The connection seal 20 forms a connection protrusion 21 along an edge 22 of the sealing opening 23. This connection protrusion 21 at least partially surrounds the sealing opening 23. The connection seal 20 includes, for example, a circular stop element 18 located on a side surface 24 and protruding from the side surface 24 facing away from the connection protrusion 21 (see FIG. 7C ). The stop elements 18 of the elastic elements 1a, 1b of the components 40, 50 are designed to abut against each other when an overpressure is applied to the first pressure chamber 4 (see the dashed ellipse in FIG. 8 ), thereby at least inhibiting or preventing the connection seal 20, and in particular the connection protrusion 21, from rising from the housing inner surface 17a (see FIG. 7C ) of the components 40, 50.

9A to 9C show a spring element according to a second embodiment. In this embodiment, there is a spring plate 16 surrounding the radial outer edge of the spring plate, but the stop element 18 is optional.

Figure 9A shows a plan view of the outer side of elastic elements 1a and 1b in this example. Figure 9B shows an enlarged view of the area indicated by the rectangle in Figure 9A and adjacent to the sealing opening 23. Figure 9C shows a cross-section of elastic elements 1a and 1b taken along the dotted line E-E in Figure 9A.

By way of example, an annular elastic element 1a, 1b is disclosed, wherein the elastic element 1a, 1b has a connection seal 20, which defines an edge 22 of a sealing opening 23 of the connection seal 20. The connection seal 20 forms a connection protrusion 21 along the edge 22 of the sealing opening 23, and the connection protrusion 21 at least partially surrounds the sealing opening 23. The elastic element 1a, 1b, for example, includes an annular spring plate 16, to which the connection seal 20 is fixed, and the annular spring plate 16 is, for example, vulcanized. The spring plate 16 has a first side surface 16a disposed on a first side 16c of the spring plate 16, and a second side surface 16b disposed on a second side 16d of the spring plate 16 and facing away from the first side surface 16a. The joint seal 20 extends, for example, continuously, from the first side surface 16a of the spring plate 16, wraps around the radial outer edge of the spring plate 16, and reaches the second side surface 16b of the spring plate 16, thereby at least partially surrounding the radial outer edge of the spring plate 16, as indicated by the arrow in FIG. 9C . As a result, the transition between the port II or opening 15, 23 and the first pressure chamber 4 between the elastic element and the housing portion is better sealed, and the connection seal 20 is more firmly attached to the spring plate 16 (see Figures 6C, 8 and 9C).

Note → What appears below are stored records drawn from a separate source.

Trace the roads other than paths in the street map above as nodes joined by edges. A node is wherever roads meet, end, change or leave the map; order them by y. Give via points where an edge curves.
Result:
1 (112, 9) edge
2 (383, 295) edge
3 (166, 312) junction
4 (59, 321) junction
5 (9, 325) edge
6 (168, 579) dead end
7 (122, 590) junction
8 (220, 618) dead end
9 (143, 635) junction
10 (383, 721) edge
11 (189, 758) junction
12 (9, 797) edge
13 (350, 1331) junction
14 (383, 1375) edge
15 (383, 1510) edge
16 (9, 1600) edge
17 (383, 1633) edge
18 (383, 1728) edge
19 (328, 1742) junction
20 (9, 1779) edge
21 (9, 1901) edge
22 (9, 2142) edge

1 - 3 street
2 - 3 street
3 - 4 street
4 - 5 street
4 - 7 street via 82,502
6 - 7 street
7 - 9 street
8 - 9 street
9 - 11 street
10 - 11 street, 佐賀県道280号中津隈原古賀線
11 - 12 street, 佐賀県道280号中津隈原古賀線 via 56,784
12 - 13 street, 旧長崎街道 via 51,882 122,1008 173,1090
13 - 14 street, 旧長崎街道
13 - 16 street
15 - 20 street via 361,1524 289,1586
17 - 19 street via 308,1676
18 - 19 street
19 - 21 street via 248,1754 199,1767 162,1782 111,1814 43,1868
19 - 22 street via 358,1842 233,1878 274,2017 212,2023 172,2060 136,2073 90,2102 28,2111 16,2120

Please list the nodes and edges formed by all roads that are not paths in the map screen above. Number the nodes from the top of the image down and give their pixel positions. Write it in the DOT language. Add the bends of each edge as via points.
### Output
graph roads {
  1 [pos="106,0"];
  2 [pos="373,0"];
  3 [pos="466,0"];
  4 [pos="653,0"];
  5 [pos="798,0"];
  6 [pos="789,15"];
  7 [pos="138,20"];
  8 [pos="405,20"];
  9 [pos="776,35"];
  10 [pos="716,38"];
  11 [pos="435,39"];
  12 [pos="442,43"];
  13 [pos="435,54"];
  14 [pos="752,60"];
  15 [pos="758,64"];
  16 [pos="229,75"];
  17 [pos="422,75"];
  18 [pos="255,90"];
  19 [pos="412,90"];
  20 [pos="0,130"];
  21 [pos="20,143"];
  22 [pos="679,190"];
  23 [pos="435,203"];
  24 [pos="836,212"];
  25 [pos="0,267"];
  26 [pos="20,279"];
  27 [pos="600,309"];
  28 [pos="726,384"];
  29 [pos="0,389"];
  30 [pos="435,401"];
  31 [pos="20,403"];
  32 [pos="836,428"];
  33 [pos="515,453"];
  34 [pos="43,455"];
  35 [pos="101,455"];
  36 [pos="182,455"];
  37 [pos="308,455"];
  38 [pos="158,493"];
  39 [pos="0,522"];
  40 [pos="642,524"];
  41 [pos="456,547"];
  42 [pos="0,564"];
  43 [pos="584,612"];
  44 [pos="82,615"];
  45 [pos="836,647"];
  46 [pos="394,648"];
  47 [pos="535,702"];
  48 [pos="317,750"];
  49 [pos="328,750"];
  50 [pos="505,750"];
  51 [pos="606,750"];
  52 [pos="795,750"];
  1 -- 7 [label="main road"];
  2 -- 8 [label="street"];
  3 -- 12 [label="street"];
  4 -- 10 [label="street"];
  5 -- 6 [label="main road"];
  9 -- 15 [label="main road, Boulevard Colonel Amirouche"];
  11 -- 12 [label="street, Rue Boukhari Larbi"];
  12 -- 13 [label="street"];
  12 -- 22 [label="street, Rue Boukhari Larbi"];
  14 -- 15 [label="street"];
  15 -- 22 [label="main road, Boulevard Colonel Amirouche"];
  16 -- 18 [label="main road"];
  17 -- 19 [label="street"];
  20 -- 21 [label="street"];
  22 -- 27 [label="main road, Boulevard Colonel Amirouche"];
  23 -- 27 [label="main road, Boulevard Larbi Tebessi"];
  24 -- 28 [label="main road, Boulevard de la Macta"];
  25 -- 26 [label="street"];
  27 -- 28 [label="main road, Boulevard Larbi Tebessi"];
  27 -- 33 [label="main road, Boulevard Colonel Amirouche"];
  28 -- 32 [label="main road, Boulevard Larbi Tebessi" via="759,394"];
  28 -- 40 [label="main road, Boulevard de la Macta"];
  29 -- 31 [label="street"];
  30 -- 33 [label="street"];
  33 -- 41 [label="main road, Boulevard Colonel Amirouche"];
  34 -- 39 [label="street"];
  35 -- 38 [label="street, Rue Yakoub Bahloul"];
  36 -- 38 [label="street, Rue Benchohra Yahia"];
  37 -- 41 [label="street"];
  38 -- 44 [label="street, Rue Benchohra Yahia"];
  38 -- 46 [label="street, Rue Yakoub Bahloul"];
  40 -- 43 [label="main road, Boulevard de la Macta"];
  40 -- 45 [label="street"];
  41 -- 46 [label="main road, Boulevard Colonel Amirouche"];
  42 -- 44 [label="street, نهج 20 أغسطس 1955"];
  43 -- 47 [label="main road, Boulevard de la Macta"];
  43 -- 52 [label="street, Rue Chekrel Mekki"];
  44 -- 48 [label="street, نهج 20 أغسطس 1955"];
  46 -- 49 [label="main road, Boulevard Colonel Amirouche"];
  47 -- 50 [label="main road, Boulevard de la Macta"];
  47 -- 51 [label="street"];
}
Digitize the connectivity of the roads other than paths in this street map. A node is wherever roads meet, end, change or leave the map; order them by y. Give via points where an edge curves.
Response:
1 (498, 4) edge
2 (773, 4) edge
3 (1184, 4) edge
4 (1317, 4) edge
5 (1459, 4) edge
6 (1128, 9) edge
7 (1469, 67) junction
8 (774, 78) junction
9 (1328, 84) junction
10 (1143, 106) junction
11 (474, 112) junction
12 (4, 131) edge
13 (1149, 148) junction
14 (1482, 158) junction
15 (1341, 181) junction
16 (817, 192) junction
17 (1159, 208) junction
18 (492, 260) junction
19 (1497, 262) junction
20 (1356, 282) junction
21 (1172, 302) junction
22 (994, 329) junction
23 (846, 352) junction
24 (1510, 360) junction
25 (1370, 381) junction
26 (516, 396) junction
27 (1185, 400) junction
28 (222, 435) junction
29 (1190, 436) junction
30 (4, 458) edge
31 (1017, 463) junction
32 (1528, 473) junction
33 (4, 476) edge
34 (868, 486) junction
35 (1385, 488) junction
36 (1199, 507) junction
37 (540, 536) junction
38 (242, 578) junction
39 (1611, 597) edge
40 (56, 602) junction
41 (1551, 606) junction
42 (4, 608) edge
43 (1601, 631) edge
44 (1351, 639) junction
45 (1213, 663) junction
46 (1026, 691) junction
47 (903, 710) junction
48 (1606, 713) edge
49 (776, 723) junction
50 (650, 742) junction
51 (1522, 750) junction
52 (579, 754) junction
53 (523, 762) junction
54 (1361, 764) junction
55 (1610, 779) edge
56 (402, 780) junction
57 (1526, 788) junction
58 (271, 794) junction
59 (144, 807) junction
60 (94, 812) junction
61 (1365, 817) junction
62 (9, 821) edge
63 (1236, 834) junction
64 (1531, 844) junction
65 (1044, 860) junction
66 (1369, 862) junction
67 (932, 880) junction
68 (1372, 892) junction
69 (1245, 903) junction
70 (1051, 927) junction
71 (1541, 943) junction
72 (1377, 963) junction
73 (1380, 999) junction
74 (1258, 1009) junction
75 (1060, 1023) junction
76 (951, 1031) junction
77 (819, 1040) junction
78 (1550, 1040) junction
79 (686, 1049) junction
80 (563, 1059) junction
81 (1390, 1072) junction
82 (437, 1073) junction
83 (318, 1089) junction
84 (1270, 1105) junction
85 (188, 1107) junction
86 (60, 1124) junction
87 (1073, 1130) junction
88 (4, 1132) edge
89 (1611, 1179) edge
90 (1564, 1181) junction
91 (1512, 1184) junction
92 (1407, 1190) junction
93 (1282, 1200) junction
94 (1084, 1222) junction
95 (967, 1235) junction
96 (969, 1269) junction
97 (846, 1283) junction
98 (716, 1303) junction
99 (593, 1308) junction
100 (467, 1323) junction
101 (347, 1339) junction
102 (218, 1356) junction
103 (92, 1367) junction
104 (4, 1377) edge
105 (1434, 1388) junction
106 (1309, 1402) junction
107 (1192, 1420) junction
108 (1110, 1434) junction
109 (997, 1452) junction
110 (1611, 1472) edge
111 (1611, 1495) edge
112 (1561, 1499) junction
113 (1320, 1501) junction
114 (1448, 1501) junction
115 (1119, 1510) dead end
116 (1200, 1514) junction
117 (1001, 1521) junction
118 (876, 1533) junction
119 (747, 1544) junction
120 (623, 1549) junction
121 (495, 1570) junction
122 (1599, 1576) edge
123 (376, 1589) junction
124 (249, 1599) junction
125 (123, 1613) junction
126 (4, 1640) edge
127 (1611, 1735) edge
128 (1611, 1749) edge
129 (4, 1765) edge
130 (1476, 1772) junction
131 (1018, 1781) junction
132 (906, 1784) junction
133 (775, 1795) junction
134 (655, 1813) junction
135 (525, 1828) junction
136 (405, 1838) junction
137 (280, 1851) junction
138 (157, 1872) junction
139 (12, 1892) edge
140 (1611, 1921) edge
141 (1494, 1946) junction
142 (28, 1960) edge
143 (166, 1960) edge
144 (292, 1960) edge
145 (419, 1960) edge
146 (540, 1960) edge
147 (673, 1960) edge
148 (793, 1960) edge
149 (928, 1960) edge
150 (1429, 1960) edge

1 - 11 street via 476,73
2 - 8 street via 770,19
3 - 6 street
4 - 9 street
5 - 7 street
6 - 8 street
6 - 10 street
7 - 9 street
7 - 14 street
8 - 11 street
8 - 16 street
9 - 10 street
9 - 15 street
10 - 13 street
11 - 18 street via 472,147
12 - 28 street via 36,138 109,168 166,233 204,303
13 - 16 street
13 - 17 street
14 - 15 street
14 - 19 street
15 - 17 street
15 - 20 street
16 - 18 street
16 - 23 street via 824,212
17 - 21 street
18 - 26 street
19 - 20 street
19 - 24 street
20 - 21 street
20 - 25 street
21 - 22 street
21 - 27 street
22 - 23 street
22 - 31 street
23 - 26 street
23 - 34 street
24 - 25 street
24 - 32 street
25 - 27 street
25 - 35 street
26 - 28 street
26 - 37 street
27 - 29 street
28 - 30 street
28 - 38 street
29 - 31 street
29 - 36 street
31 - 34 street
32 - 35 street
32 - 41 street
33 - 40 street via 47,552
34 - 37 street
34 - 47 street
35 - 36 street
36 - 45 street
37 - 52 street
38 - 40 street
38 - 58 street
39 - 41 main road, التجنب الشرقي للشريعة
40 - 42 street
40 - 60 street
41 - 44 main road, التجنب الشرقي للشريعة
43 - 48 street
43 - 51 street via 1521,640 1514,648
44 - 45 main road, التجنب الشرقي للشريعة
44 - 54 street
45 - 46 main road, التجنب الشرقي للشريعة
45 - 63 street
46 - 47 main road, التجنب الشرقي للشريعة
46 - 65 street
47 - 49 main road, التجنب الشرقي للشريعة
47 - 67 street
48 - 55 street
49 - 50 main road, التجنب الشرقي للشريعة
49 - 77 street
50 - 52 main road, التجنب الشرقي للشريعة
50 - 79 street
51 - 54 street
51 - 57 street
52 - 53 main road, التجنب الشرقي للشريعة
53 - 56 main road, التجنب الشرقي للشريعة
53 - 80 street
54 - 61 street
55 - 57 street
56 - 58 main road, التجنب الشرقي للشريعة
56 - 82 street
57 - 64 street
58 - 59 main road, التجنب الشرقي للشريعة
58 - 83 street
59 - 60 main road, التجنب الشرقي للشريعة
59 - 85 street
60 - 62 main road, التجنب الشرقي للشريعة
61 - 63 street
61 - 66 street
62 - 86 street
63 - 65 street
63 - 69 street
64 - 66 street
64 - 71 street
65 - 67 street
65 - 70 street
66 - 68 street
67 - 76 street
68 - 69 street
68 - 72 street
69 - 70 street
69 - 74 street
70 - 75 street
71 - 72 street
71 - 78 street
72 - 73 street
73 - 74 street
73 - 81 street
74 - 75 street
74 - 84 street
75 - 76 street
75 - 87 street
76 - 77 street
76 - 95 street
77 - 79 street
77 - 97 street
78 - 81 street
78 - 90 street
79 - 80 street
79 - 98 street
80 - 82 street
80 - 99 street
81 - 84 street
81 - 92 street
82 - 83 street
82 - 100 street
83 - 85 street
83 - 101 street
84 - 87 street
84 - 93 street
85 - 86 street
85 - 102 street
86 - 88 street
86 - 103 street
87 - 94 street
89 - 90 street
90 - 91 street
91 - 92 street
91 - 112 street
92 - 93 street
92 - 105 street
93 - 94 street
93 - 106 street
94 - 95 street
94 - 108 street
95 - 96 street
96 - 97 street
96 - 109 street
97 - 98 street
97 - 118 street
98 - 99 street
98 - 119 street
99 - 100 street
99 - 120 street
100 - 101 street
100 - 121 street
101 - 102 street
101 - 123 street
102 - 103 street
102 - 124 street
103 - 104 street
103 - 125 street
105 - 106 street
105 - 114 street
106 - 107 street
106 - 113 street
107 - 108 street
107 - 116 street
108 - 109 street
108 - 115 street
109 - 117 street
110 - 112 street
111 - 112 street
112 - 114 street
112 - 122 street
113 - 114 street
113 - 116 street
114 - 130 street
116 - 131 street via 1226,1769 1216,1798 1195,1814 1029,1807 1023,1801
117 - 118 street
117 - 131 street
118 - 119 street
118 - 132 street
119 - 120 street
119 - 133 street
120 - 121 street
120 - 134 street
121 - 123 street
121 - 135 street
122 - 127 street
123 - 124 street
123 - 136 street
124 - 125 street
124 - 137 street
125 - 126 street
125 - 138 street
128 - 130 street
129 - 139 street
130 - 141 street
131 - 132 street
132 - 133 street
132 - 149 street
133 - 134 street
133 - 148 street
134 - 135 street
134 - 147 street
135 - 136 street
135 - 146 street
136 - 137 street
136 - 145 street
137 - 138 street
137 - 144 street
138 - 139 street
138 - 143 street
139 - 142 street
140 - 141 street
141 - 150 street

By the means described herein, either individually or in combination, clamps can be provided which can be operated reliably and efficiently (e.g. by saving on adhesive and/or sealing compound 30 and reducing the number of parts) in the connection area (particularly port II) without thereby adversely affecting the opening and closing dynamics of the clamp.

The present specification and drawings describe embodiments of the subject matter claimed in the appended claims. The optional features disclosed in the specification, claims, and drawings may be used individually or in any desired combination to implement various configurations of the subject matter claimed in the appended claims.

The various aspects and embodiments described above can be combined to create additional embodiments. Further modifications to the embodiments can be made based on the detailed description above. Generally speaking, the terms used in the following claims should not be construed to limit the claims to the specific aspects and embodiments disclosed in the specification and claims, but rather should be construed to encompass all possible embodiments and equivalents of all possible embodiments.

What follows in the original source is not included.